- _RECORDS SHOWN_

● ● ● ● ● ● ●

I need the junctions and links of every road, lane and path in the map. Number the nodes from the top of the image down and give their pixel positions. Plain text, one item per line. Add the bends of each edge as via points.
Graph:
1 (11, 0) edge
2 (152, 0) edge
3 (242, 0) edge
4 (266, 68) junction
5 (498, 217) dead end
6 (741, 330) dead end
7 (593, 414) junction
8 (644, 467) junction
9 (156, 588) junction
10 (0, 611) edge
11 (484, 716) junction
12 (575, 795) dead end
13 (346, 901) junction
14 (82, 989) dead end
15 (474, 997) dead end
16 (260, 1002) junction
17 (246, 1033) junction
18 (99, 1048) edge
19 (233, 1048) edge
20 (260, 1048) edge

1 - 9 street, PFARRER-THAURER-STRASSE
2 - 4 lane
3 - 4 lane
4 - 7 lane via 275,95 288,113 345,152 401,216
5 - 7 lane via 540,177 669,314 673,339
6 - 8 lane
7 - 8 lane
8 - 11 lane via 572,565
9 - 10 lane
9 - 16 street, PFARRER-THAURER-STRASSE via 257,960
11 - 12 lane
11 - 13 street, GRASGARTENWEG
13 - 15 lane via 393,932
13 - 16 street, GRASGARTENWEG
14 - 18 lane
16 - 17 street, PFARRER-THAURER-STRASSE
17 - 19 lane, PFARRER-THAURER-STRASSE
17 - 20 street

● ● ● ● ● ● ●

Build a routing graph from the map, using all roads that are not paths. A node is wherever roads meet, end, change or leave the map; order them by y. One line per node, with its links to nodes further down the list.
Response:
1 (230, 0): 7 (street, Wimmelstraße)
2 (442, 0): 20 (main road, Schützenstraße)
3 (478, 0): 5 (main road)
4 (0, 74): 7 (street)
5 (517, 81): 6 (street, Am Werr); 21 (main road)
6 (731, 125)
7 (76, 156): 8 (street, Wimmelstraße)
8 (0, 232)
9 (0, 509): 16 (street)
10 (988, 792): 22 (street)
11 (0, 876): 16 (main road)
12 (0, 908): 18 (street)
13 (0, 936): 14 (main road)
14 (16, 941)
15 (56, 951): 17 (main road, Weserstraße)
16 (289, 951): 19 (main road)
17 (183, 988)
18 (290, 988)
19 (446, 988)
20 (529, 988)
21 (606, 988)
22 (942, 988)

● ● ● ● ● ● ●

- _EXERCISE DIRECTIONS_
Every line containing the word "nodes" should be copied from the material.

- _EXPECTED ANSWER_
I need the junctions and links of every road, lane and path in the map. Number the nodes from the top of the image down and give their pixel positions. Plain text, one item per line. Add the bends of each edge as via points.
Build a routing graph from the map, using all roads that are not paths. A node is wherever roads meet, end, change or leave the map; order them by y. One line per node, with its links to nodes further down the list.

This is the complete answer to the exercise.